TASK BRIEF:
Each record below should be printed exactly as it was written.

+++

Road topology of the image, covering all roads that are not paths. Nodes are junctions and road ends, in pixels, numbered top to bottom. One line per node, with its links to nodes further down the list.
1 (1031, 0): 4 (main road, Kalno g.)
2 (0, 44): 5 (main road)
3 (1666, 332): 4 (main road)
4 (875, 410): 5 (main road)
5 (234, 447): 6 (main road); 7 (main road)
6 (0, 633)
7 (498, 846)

+++

EXERCISE RESPONSE:
Road topology of the image, covering all roads that are not paths. Nodes are junctions and road ends, in pixels, numbered top to bottom. One line per node, with its links to nodes further down the list.
1 (1031, 0): 4 (main road, Kalno g.)
2 (0, 44): 5 (main road)
3 (1666, 332): 4 (main road)
4 (875, 410): 5 (main road)
5 (234, 447): 6 (main road); 7 (main road)
6 (0, 633)
7 (498, 846)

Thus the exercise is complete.